Global stakeholders and donors, such as USAID; the Bill & Melinda Gates Foundation; the Global Fund to Fight AIDS, Tuberculosis, and Malaria; the World Bank; and the WHO, should provide guidance and support to adopt the standards as countries and regional regulatory entities select and introduce RIMS and formalize reliance/work sharing and harmonization/convergence arrangements. The WHO recognizes the importance of standards-based information management systems that are fit for purpose in promoting the timely capture and exchange of regulatory information and is in the process of developing guidance for establishing electronic information management systems that suit the needs of regulatory authorities across the spectrum of maturity levels, with reference to the set of minimum common standards identified.

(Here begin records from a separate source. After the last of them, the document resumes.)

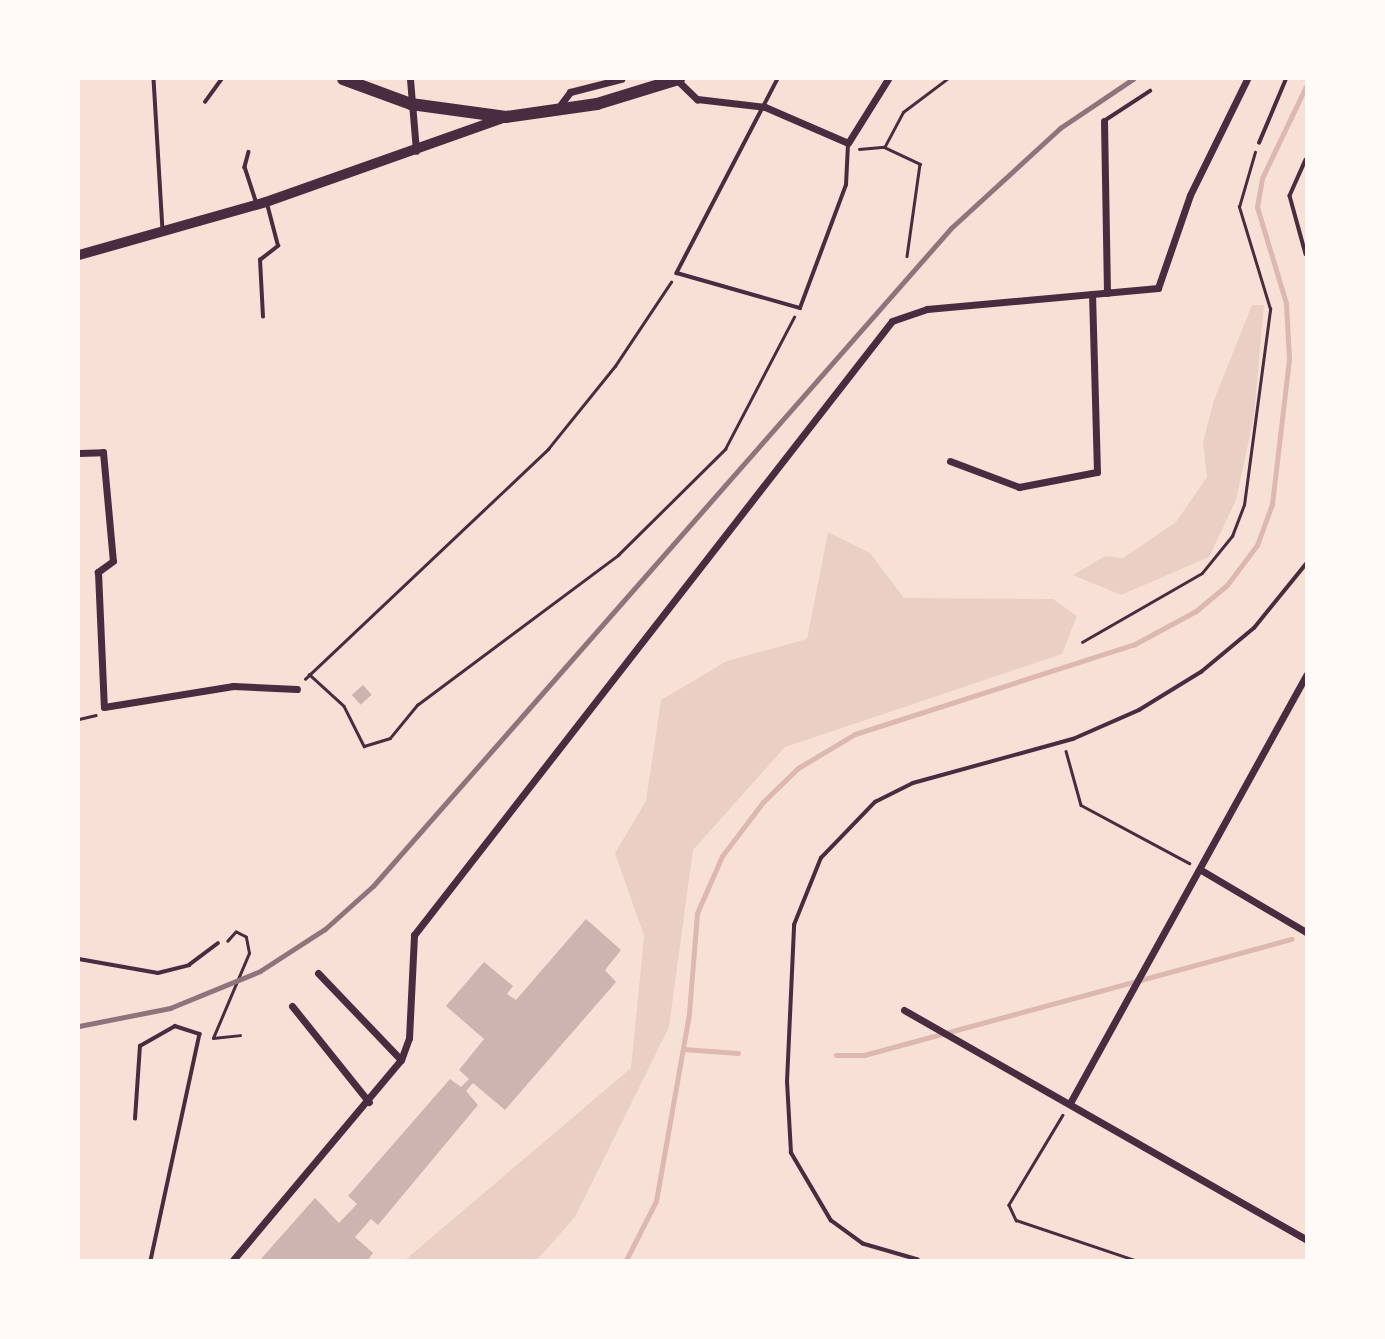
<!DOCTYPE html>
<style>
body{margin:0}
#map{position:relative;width:1385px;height:1339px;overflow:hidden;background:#f7e1d7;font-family:"Public Sans",sans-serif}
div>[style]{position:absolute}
.green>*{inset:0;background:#ebcfc5}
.stream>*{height:5px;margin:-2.5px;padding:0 2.5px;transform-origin:2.5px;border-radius:2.5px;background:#dcb8b0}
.building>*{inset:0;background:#ccb4b1;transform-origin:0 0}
.path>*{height:2.5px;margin:-1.25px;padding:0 1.25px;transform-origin:1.25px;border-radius:1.25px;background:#4a2c40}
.service>*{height:3.5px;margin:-1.75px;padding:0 1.75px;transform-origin:1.75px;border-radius:1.75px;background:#4a2c40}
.minor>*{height:7px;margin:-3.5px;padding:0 3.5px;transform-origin:3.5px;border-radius:3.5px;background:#4a2c40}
.secondary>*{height:10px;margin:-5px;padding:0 5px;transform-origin:5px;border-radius:5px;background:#4a2c40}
.trunk>*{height:12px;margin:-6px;padding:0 6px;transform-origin:6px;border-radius:6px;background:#4a2c40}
.rail>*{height:5px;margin:-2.5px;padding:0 2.5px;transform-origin:2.5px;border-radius:2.5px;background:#8f747c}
span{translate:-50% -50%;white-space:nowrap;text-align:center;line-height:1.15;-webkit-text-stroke:6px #fffaf5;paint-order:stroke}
.frame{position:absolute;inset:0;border:80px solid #fffaf5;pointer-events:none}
</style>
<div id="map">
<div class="green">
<i style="clip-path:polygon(1252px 305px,1264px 305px,1254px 416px,1236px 500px,1209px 557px,1121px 595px,1073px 575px,1105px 556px,1123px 558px,1176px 522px,1207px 477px,1203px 442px,1214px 400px)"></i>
<i style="clip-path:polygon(828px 532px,870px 553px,904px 598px,1053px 599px,1077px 616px,1062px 654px,785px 747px,693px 850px,669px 1027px,575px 1217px,537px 1260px,405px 1260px,631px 1068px,644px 936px,615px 853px,646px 801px,661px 700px,727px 661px,807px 639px)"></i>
</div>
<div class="stream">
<i style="left:683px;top:1049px;width:55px;rotate:4.2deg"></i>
<i style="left:836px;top:1055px;width:28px"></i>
<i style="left:864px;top:1055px;width:443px;rotate:-15.2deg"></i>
<i style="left:626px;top:1260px;width:66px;rotate:-63deg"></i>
<i style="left:656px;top:1201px;width:191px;rotate:-80deg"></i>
<i style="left:689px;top:1013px;width:100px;rotate:-85.4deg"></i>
<i style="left:697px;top:913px;width:62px;rotate:-66.3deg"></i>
<i style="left:722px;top:856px;width:68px;rotate:-52.8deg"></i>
<i style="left:763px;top:802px;width:49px;rotate:-44.2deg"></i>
<i style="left:798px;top:768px;width:66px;rotate:-30.8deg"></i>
<i style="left:855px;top:734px;width:292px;rotate:-17.8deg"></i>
<i style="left:1133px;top:645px;width:72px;rotate:-28.4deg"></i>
<i style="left:1196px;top:611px;width:40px;rotate:-40deg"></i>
<i style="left:1227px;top:585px;width:50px;rotate:-53.1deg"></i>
<i style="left:1257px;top:545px;width:44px;rotate:-69.9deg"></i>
<i style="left:1272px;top:504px;width:146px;rotate:-83.3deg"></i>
<i style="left:1289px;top:359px;width:56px;rotate:-93.1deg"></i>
<i style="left:1286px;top:303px;width:100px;rotate:-106.8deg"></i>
<i style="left:1257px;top:207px;width:29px;rotate:-80deg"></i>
<i style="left:1262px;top:178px;width:102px;rotate:-64.4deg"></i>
</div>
<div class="building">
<i style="left:363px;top:685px;width:13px;height:15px;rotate:48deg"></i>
<i style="clip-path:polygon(586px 919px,621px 950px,605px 970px,616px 982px,505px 1110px,473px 1083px,466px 1091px,478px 1105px,378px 1225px,371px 1219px,355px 1237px,373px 1253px,368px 1260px,260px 1260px,315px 1198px,339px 1223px,357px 1204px,348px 1196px,450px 1079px,461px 1087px,469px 1079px,459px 1070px,484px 1039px,446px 1006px,484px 962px,513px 986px,507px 994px,516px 1000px)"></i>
</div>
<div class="path">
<i style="left:885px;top:146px;width:38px;rotate:-62deg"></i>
<i style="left:903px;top:112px;width:55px;rotate:-36.9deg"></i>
<i style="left:859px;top:149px;width:25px;rotate:-5deg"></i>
<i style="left:884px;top:147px;width:40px;rotate:25deg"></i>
<i style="left:920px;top:164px;width:93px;rotate:98deg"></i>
<i style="left:1082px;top:642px;width:138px;rotate:-29.9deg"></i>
<i style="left:1202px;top:573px;width:48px;rotate:-51deg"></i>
<i style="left:1232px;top:536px;width:33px;rotate:-69deg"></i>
<i style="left:1244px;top:505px;width:198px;rotate:-82.4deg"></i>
<i style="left:1270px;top:309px;width:107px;rotate:-106.9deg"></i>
<i style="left:1239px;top:207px;width:57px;rotate:-73.8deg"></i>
<i style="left:309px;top:674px;width:47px;rotate:42.4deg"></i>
<i style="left:344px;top:706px;width:45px;rotate:63.4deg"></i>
<i style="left:364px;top:746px;width:27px;rotate:-17deg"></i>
<i style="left:390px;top:738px;width:43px;rotate:-50.7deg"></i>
<i style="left:417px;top:705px;width:251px;rotate:-36.7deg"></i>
<i style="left:618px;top:555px;width:151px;rotate:-44.7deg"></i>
<i style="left:725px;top:449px;width:149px;rotate:-62.4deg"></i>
<i style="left:305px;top:679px;width:335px;rotate:-43.4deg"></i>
<i style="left:548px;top:449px;width:107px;rotate:-51.1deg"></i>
<i style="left:615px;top:366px;width:101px;rotate:-56.3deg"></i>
<i style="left:79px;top:719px;width:17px;rotate:-13deg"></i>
<i style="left:1066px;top:751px;width:56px;rotate:74.5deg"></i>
<i style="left:1081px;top:805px;width:123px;rotate:28.2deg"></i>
<i style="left:213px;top:1038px;width:92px;rotate:-67deg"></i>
<i style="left:249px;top:953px;width:16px;rotate:-101deg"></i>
<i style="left:246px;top:937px;width:11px;rotate:-153deg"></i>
<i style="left:236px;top:932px;width:12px;rotate:132deg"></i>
<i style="left:213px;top:1038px;width:27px;rotate:-6deg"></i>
<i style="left:1063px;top:1115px;width:105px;rotate:121deg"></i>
<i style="left:1009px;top:1205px;width:17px;rotate:65deg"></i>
<i style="left:1016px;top:1220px;width:126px;rotate:18.6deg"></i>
</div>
<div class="service">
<i style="left:154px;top:79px;width:151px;rotate:86.6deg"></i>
<i style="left:778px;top:79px;width:219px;rotate:117.5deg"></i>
<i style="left:677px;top:273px;width:128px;rotate:15.9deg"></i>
<i style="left:800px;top:308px;width:131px;rotate:-69.5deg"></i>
<i style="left:846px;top:185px;width:41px;rotate:-87.2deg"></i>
<i style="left:205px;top:102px;width:29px;rotate:-54deg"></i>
<i style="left:1104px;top:121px;width:55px;rotate:-33.1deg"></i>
<i style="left:1259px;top:143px;width:69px;rotate:-67.1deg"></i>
<i style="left:249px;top:152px;width:16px;rotate:105deg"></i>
<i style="left:245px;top:167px;width:38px;rotate:72deg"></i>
<i style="left:1306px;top:160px;width:39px;rotate:114deg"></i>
<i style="left:1290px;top:196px;width:60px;rotate:74.6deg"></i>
<i style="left:263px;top:317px;width:57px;rotate:-93deg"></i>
<i style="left:260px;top:260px;width:23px;rotate:-38deg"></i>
<i style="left:278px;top:246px;width:43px;rotate:-104.7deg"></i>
<i style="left:79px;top:959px;width:80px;rotate:10deg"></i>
<i style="left:158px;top:973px;width:32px;rotate:-14deg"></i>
<i style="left:189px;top:965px;width:36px;rotate:-37deg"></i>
<i style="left:135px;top:1119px;width:73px;rotate:-86.1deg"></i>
<i style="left:140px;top:1046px;width:40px;rotate:-29.7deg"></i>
<i style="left:175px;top:1026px;width:26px;rotate:18deg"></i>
<i style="left:200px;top:1034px;width:231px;rotate:102.2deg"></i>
<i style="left:918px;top:1260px;width:57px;rotate:-163.8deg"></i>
<i style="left:863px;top:1244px;width:39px;rotate:-144deg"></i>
<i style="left:831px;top:1221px;width:79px;rotate:-120.5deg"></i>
<i style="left:791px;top:1153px;width:71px;rotate:-93.2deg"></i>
<i style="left:787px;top:1082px;width:157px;rotate:-87.4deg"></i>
<i style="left:794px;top:925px;width:72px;rotate:-68.1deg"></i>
<i style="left:821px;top:858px;width:78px;rotate:-46deg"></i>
<i style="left:875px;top:802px;width:42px;rotate:-26.6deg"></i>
<i style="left:913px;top:783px;width:166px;rotate:-15.4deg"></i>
<i style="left:1073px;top:739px;width:72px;rotate:-23.7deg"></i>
<i style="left:1139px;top:710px;width:73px;rotate:-31.5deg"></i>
<i style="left:1201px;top:672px;width:69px;rotate:-39.7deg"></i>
<i style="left:1254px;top:628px;width:82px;rotate:-50.9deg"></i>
</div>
<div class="minor">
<i style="left:410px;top:79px;width:72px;rotate:85.2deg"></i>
<i style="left:677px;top:80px;width:28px;rotate:44deg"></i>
<i style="left:697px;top:99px;width:68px;rotate:6.7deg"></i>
<i style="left:765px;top:107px;width:90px;rotate:23.4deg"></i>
<i style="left:848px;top:143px;width:75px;rotate:-58deg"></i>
<i style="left:558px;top:108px;width:20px;rotate:-53deg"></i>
<i style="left:570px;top:92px;width:53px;rotate:-14.3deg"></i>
<i style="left:1104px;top:121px;width:172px;rotate:89deg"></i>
<i style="left:79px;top:453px;width:24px;rotate:-2deg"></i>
<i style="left:103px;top:452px;width:109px;rotate:84.8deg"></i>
<i style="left:113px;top:561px;width:19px;rotate:144deg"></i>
<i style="left:98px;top:572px;width:135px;rotate:87.5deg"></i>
<i style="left:104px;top:707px;width:131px;rotate:-9.2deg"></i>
<i style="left:233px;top:686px;width:64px;rotate:2.7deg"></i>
<i style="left:950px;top:461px;width:74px;rotate:20.6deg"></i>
<i style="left:1019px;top:487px;width:79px;rotate:-10.9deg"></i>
<i style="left:1097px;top:472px;width:178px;rotate:-91.6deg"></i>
<i style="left:1201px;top:870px;width:122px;rotate:30.6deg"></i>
<i style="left:318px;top:973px;width:120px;rotate:46.3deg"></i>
<i style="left:292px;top:1006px;width:123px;rotate:51.3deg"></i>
<i style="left:904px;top:1010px;width:463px;rotate:29.7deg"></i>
<i style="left:1070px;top:1103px;width:489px;rotate:-61.1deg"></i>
<i style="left:233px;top:1260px;width:261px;rotate:-50deg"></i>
<i style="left:401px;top:1060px;width:23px;rotate:-70deg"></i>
<i style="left:409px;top:1038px;width:103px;rotate:-87.2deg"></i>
<i style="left:414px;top:935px;width:778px;rotate:-52.1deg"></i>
<i style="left:892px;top:321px;width:37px;rotate:-19deg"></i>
<i style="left:927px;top:309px;width:232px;rotate:-5.2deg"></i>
<i style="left:1158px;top:288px;width:98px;rotate:-71deg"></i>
<i style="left:1190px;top:195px;width:129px;rotate:-63.8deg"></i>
</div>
<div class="secondary">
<i style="left:79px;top:255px;width:194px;rotate:-15.8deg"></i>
<i style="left:266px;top:202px;width:255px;rotate:-19.5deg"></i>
</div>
<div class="trunk">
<i style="left:343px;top:79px;width:72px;rotate:20.2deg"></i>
<i style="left:411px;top:104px;width:96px;rotate:7.8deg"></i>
<i style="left:506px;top:117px;width:92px;rotate:-8.1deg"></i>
<i style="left:597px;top:104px;width:86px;rotate:-17deg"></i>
</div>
<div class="rail">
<i style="left:79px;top:1026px;width:93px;rotate:-11.2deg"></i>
<i style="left:170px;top:1008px;width:97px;rotate:-22.3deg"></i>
<i style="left:260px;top:971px;width:77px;rotate:-32.9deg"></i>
<i style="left:325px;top:929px;width:64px;rotate:-41.9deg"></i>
<i style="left:373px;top:886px;width:876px;rotate:-48.7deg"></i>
<i style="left:951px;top:228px;width:148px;rotate:-42.5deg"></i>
<i style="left:1060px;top:128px;width:88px;rotate:-33.9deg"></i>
</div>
<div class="frame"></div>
</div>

At the regional level, regional economic communities, such as the East African Community (EAC), the Intergovernmental Authority on Development (IGAD), the Economic Community of West African States (ECOWAS), the Association of Southeast Asian Nations (ASEAN), and the South-East Asia Regulatory Network (SEARN); and regional health organizations, would benefit from introducing the concept to member states and integrating the minimum common standards into national regulatory authorities’ strategic plans, particularly for promoting convergence and harmonization of medical products regulation.
Finally, national policymakers can take steps to adopt and integrate the standards as part of the transformation of their medicines regulatory information systems, whether they are making incremental upgrades or conducting an overhaul.
Together, these actions will strengthen national regulatory systems to improve access to quality, safe, effective, and affordable medical products and contribute to countries’ efforts to improve pharmaceutical services, putting them on a firm footing to achieve UHC and Sustainable Development Goal 3.8.